TASK BRIEF
Transcribe these records exactly, dropping every picture.
───── GIVEN ENTRIES
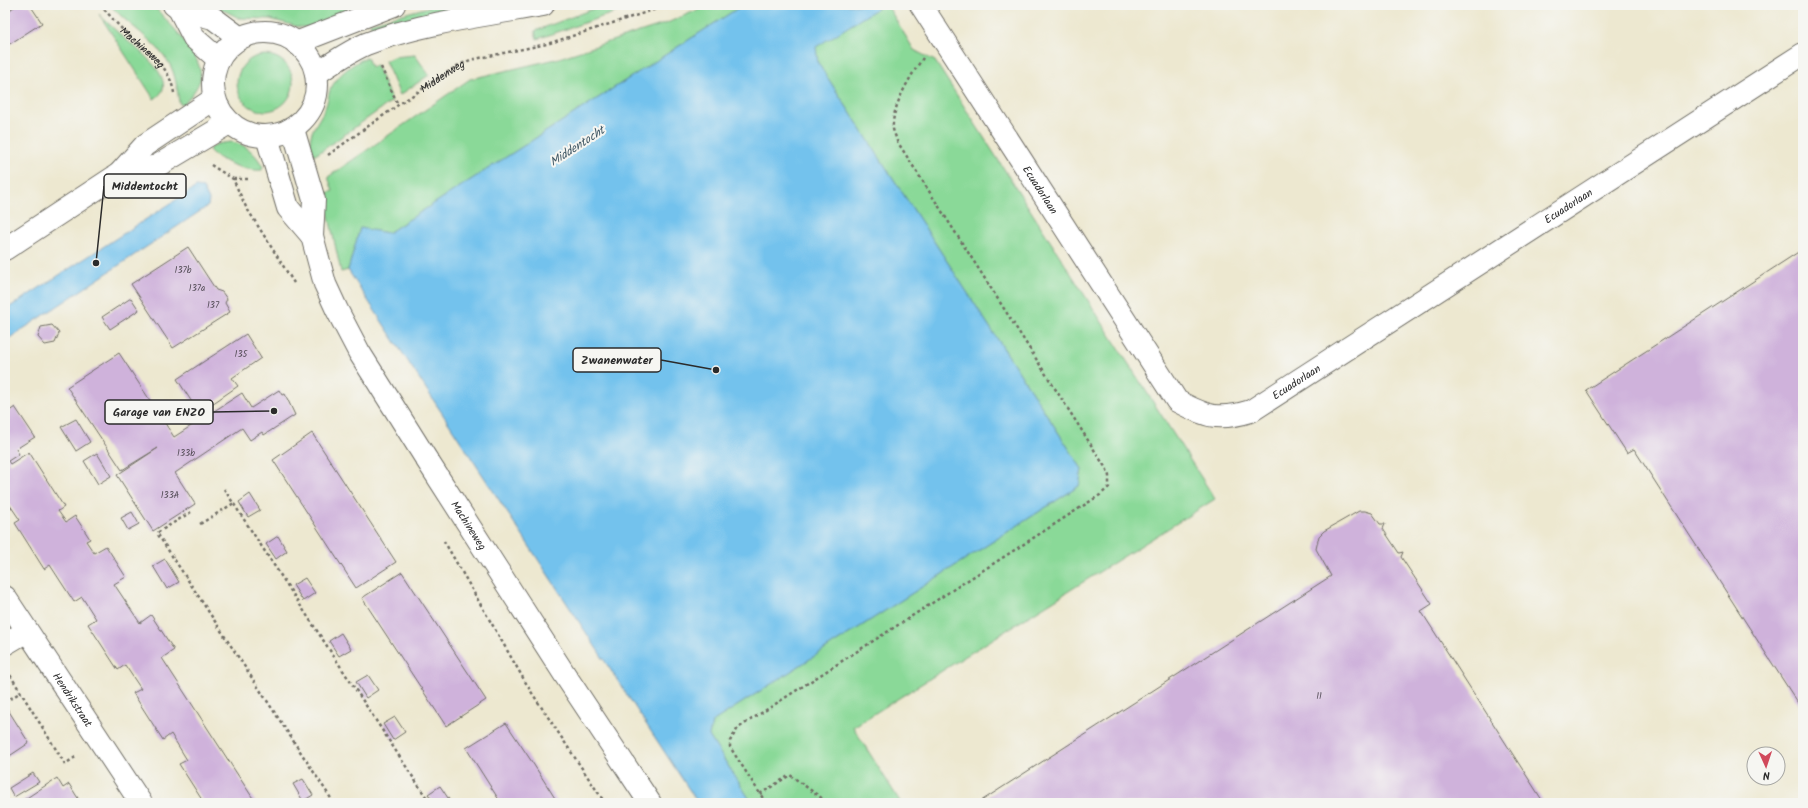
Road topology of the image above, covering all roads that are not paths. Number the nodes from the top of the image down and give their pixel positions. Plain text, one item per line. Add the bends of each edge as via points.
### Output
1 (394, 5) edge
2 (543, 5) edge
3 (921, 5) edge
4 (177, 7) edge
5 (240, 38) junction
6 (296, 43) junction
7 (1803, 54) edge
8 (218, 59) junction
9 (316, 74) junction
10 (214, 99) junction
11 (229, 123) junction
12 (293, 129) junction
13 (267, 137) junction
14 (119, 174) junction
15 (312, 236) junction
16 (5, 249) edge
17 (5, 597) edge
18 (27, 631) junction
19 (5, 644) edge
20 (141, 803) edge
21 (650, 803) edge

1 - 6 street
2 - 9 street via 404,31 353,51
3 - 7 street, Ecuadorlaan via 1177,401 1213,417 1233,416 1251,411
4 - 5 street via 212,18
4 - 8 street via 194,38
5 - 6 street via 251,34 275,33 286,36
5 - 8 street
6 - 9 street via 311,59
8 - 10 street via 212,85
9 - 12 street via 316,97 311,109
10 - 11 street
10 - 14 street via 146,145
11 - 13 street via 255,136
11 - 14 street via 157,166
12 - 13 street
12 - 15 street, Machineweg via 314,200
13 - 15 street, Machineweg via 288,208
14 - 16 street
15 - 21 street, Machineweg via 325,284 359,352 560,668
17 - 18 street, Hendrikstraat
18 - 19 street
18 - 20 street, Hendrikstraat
──────────
WRITTEN SOLUTION
Road topology of the image above, covering all roads that are not paths. Number the nodes from the top of the image down and give their pixel positions. Plain text, one item per line. Add the bends of each edge as via points.
### Output
1 (394, 5) edge
2 (543, 5) edge
3 (921, 5) edge
4 (177, 7) edge
5 (240, 38) junction
6 (296, 43) junction
7 (1803, 54) edge
8 (218, 59) junction
9 (316, 74) junction
10 (214, 99) junction
11 (229, 123) junction
12 (293, 129) junction
13 (267, 137) junction
14 (119, 174) junction
15 (312, 236) junction
16 (5, 249) edge
17 (5, 597) edge
18 (27, 631) junction
19 (5, 644) edge
20 (141, 803) edge
21 (650, 803) edge

1 - 6 street
2 - 9 street via 404,31 353,51
3 - 7 street, Ecuadorlaan via 1177,401 1213,417 1233,416 1251,411
4 - 5 street via 212,18
4 - 8 street via 194,38
5 - 6 street via 251,34 275,33 286,36
5 - 8 street
6 - 9 street via 311,59
8 - 10 street via 212,85
9 - 12 street via 316,97 311,109
10 - 11 street
10 - 14 street via 146,145
11 - 13 street via 255,136
11 - 14 street via 157,166
12 - 13 street
12 - 15 street, Machineweg via 314,200
13 - 15 street, Machineweg via 288,208
14 - 16 street
15 - 21 street, Machineweg via 325,284 359,352 560,668
17 - 18 street, Hendrikstraat
18 - 19 street
18 - 20 street, Hendrikstraat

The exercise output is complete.